TASK GOAL:
In the data below, find each line containing the string "Digitize" and return it.

LISTED RECORDS:
+--

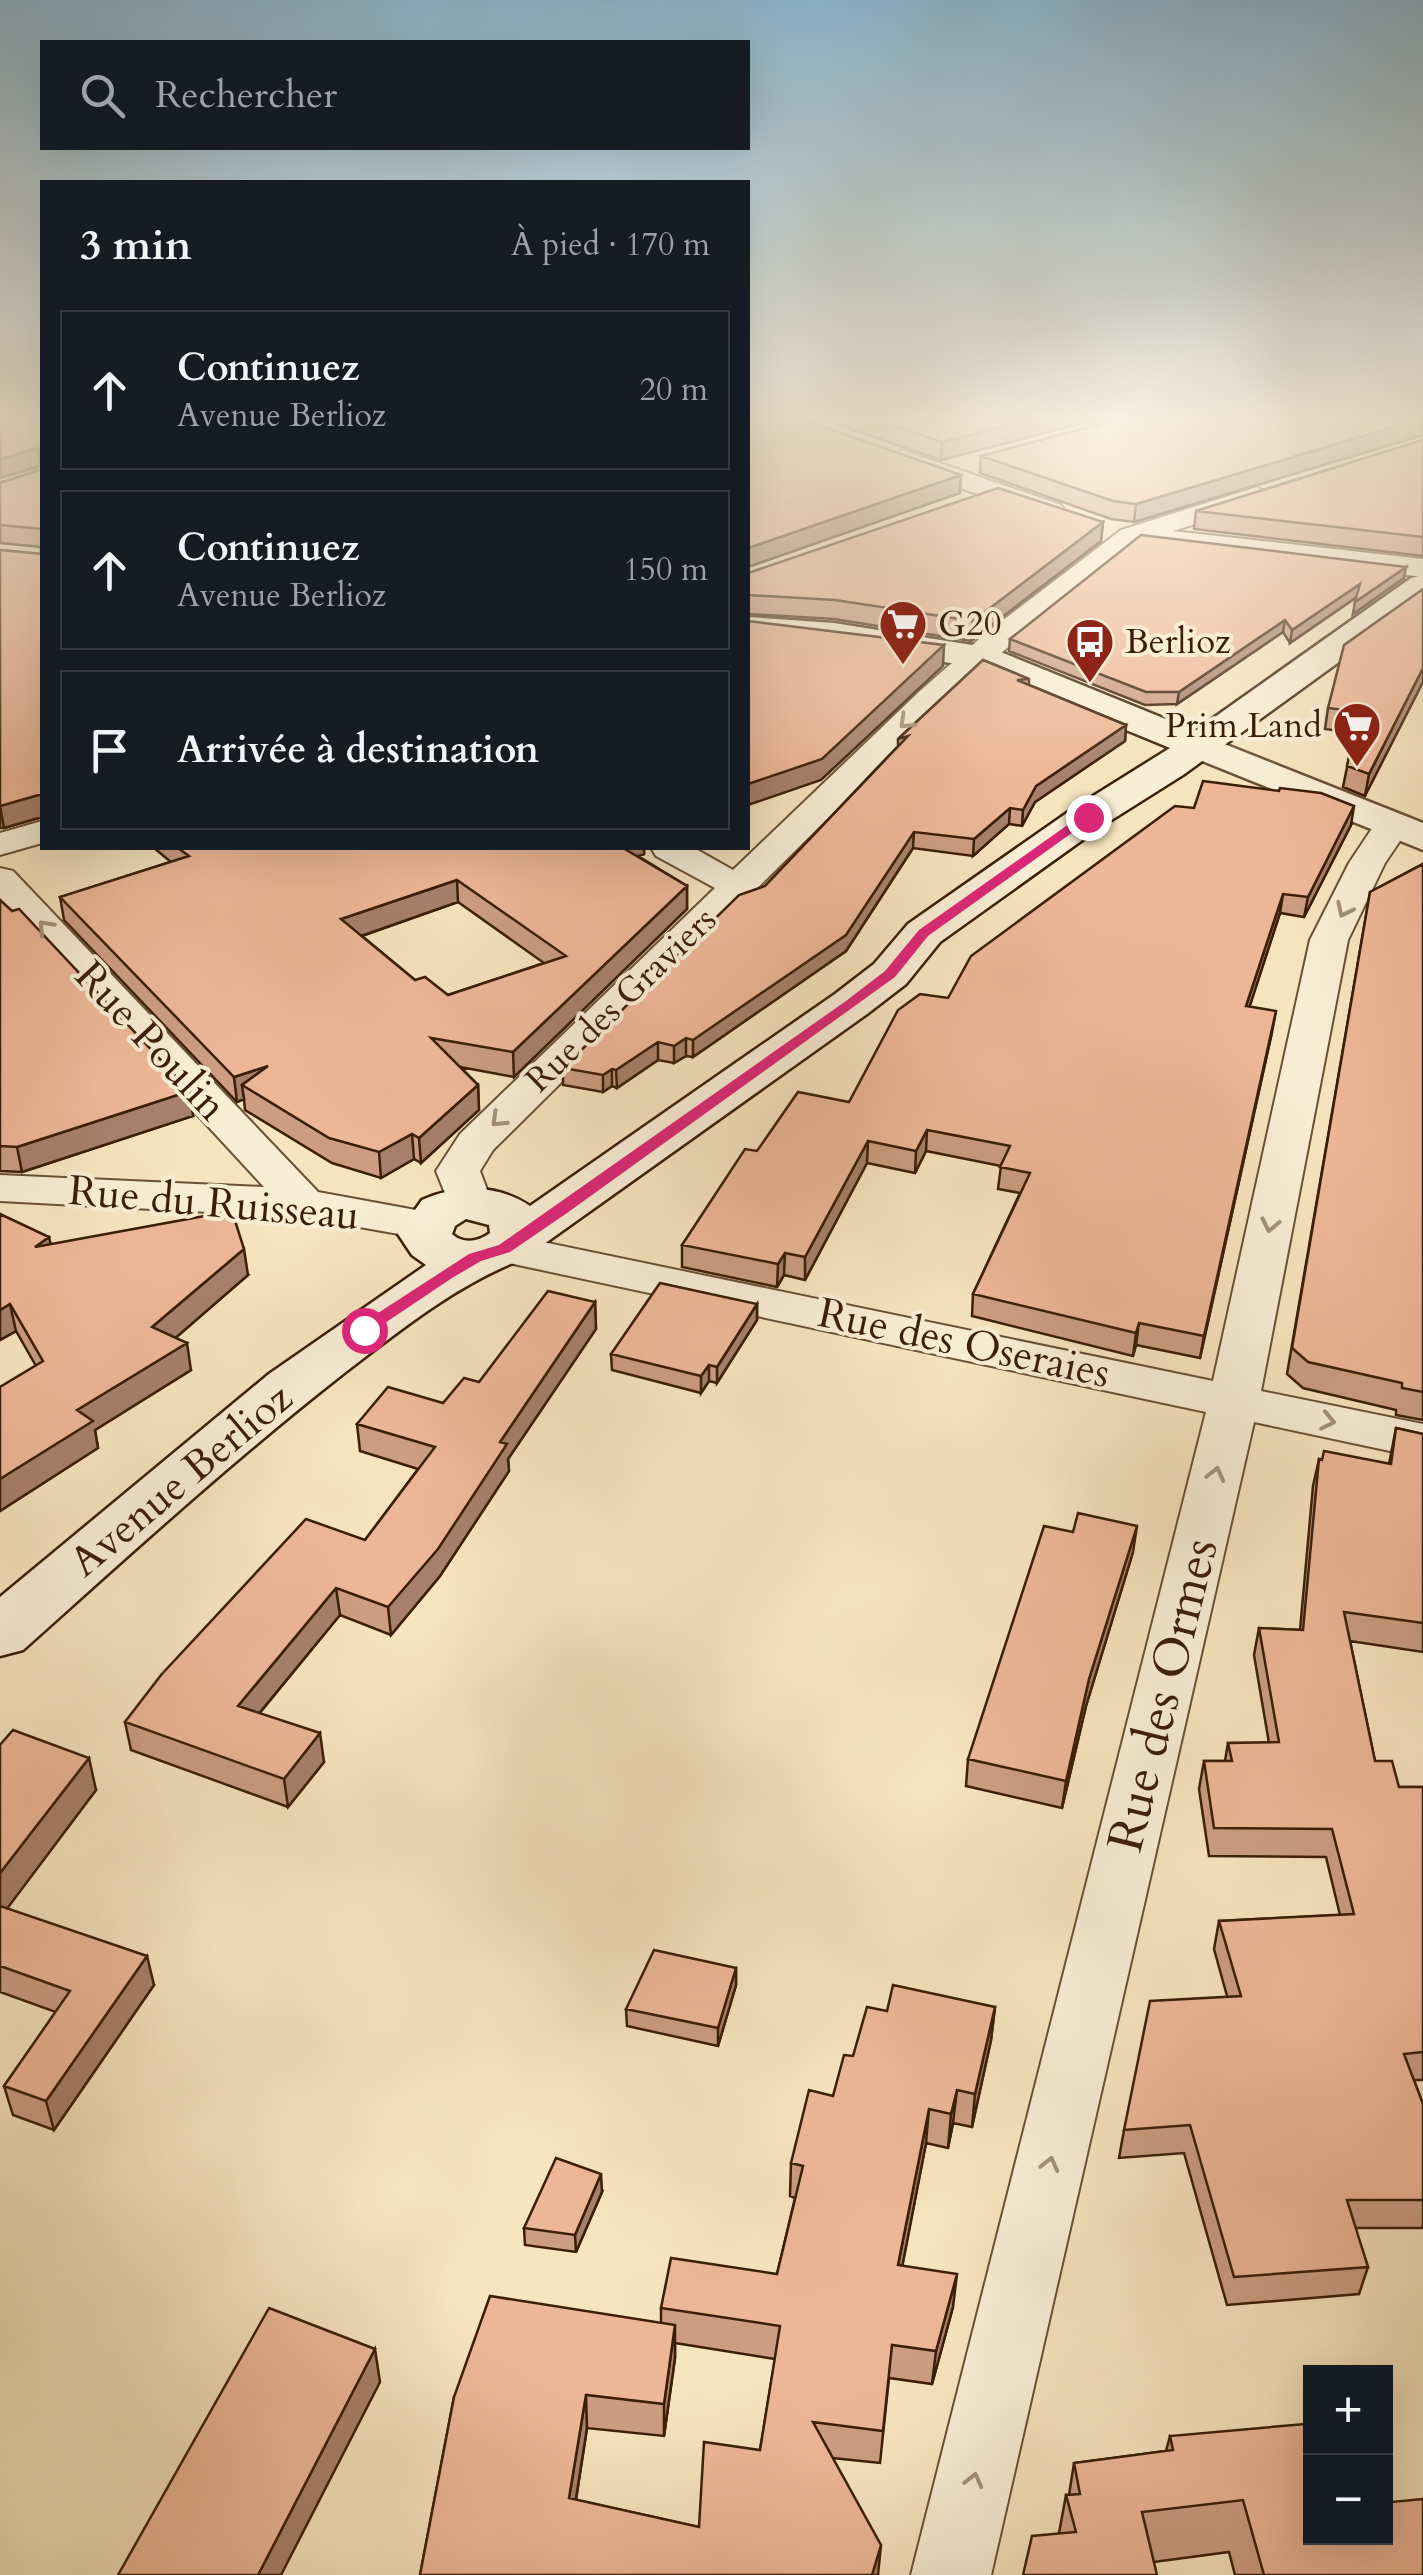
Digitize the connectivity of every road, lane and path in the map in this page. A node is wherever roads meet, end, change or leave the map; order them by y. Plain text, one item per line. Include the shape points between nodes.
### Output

+--

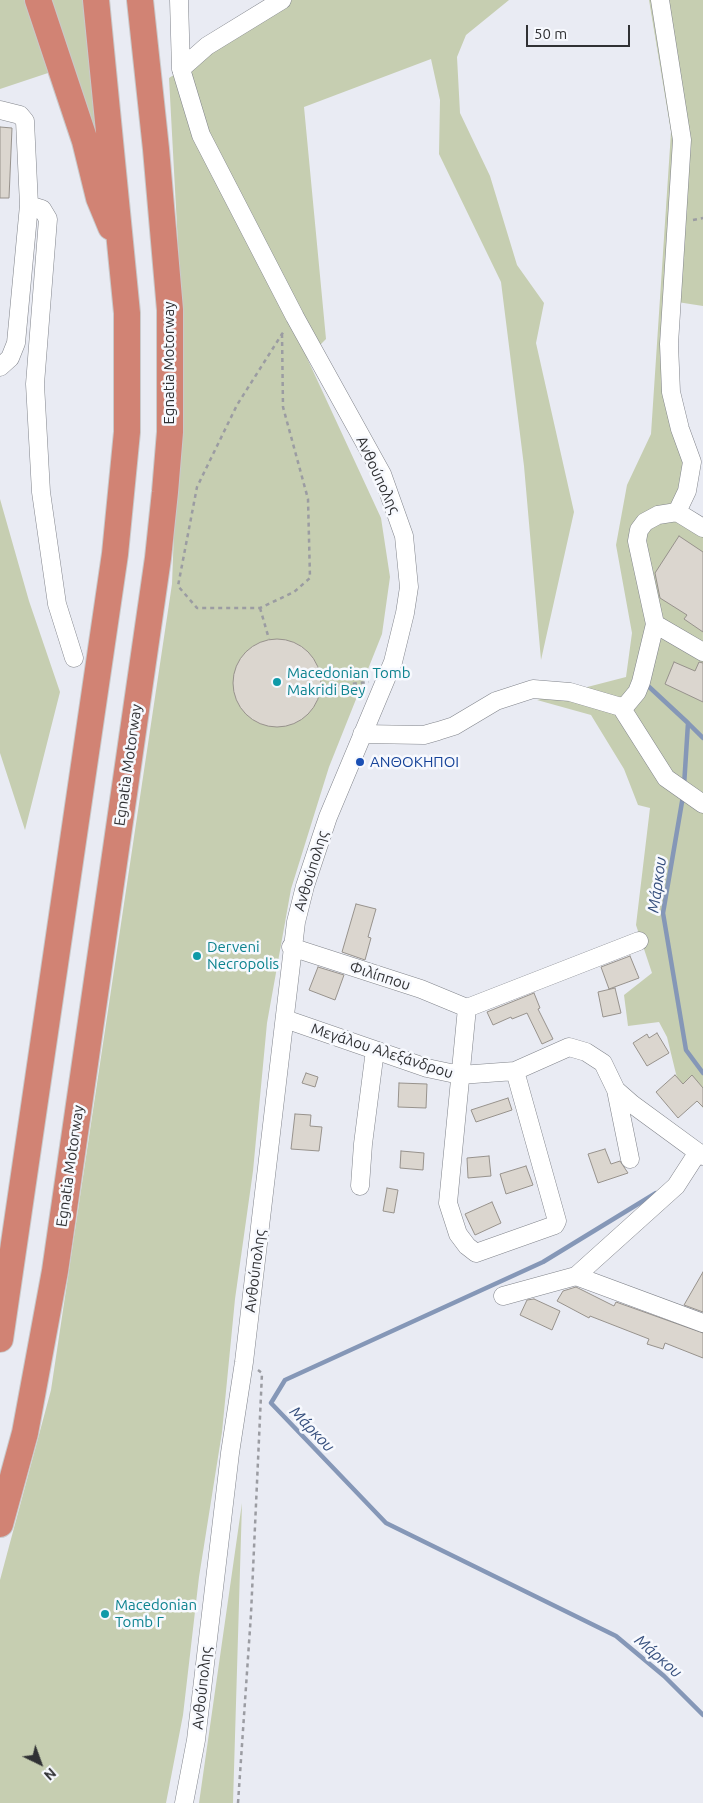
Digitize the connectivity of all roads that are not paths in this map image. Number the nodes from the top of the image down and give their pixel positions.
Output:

+--

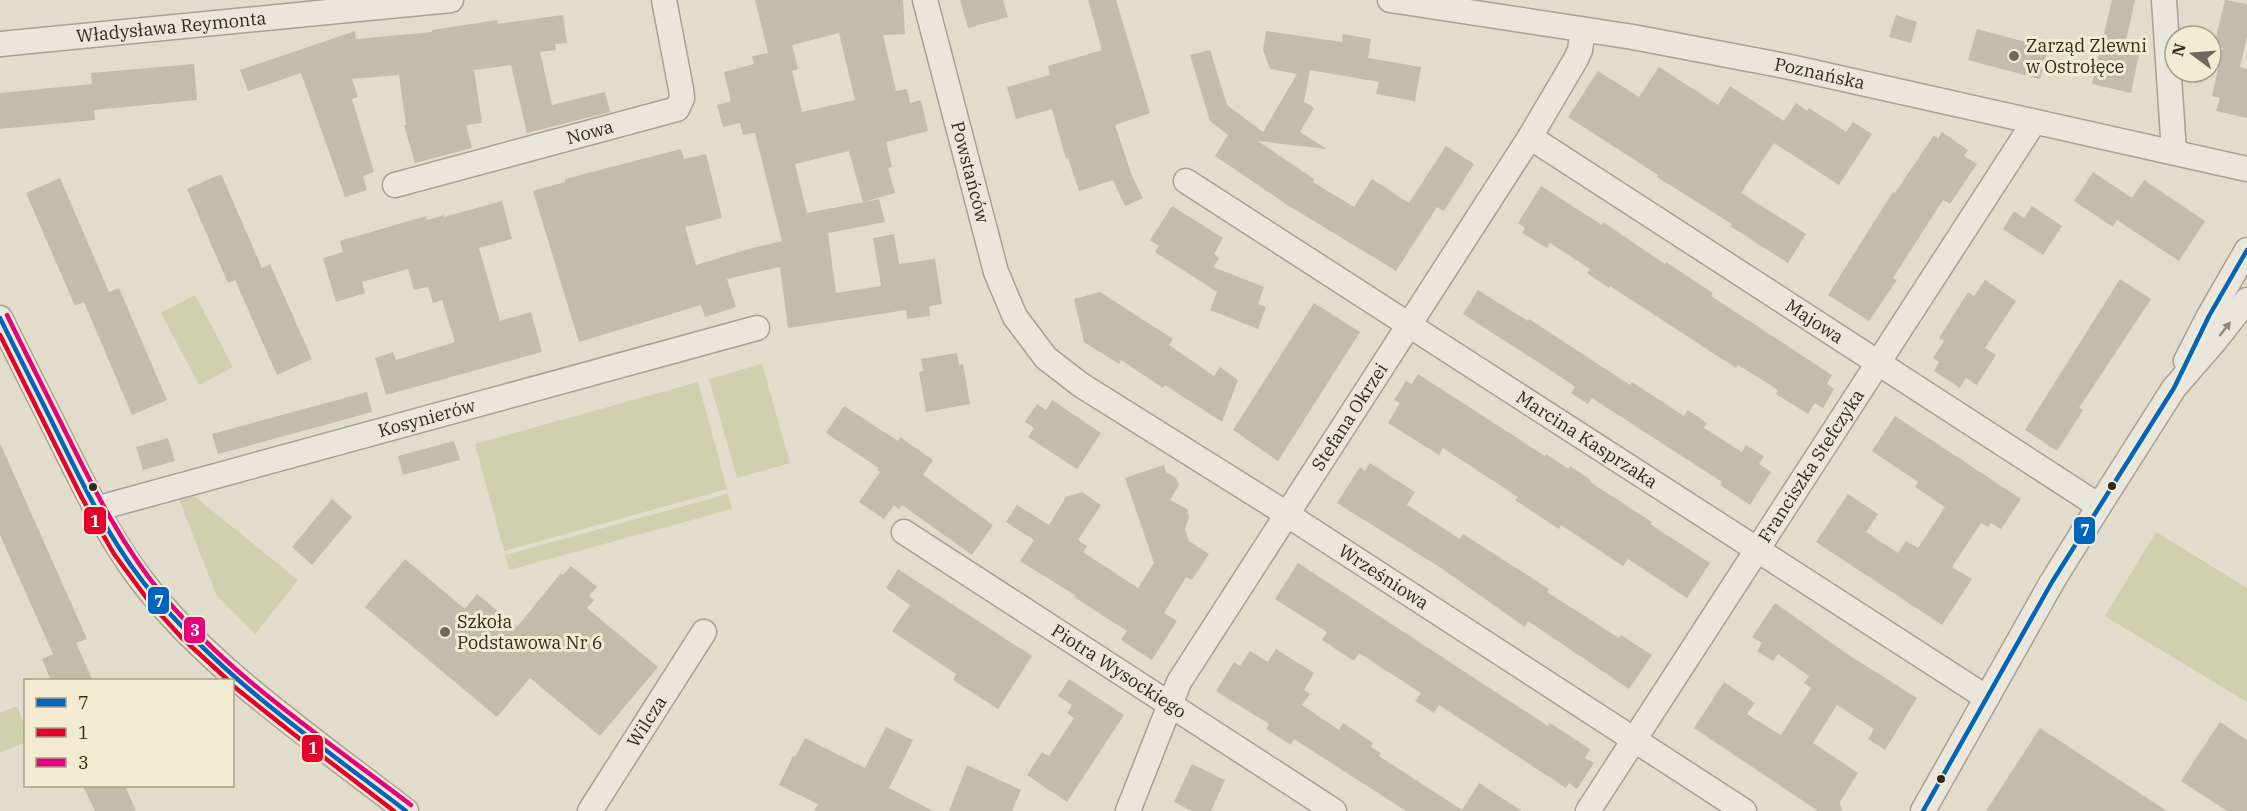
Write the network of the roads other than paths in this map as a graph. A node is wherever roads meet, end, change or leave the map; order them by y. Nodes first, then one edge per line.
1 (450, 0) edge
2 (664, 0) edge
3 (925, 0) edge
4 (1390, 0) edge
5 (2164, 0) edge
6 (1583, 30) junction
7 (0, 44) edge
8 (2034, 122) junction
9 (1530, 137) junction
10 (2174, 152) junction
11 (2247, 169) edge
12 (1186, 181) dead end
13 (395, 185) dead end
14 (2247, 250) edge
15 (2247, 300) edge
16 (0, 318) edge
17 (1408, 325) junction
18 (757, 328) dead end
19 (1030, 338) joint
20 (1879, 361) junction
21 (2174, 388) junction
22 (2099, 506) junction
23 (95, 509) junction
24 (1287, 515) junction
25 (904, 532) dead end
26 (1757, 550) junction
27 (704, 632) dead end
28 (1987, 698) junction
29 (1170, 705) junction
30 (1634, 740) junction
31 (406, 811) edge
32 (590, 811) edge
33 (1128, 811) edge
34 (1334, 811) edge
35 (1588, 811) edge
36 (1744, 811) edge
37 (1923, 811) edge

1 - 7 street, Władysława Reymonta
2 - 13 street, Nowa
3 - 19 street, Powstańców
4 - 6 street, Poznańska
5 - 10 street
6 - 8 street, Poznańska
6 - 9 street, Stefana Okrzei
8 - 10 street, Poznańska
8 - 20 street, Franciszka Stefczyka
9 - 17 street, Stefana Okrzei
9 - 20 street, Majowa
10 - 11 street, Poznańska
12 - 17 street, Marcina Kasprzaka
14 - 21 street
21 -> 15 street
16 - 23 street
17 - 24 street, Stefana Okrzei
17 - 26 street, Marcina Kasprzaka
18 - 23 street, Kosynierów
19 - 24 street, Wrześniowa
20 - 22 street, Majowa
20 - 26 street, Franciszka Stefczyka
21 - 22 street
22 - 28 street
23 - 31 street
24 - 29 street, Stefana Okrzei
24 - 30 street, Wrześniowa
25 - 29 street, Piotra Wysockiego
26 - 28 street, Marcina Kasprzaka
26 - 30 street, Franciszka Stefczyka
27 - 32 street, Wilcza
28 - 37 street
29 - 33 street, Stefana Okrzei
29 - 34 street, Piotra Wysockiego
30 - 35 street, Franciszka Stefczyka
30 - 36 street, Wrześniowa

+--

OUTPUT OF THE EXERCISE:
Digitize the connectivity of every road, lane and path in the map in this page. A node is wherever roads meet, end, change or leave the map; order them by y. Plain text, one item per line. Include the shape points between nodes.
Digitize the connectivity of all roads that are not paths in this map image. Number the nodes from the top of the image down and give their pixel positions.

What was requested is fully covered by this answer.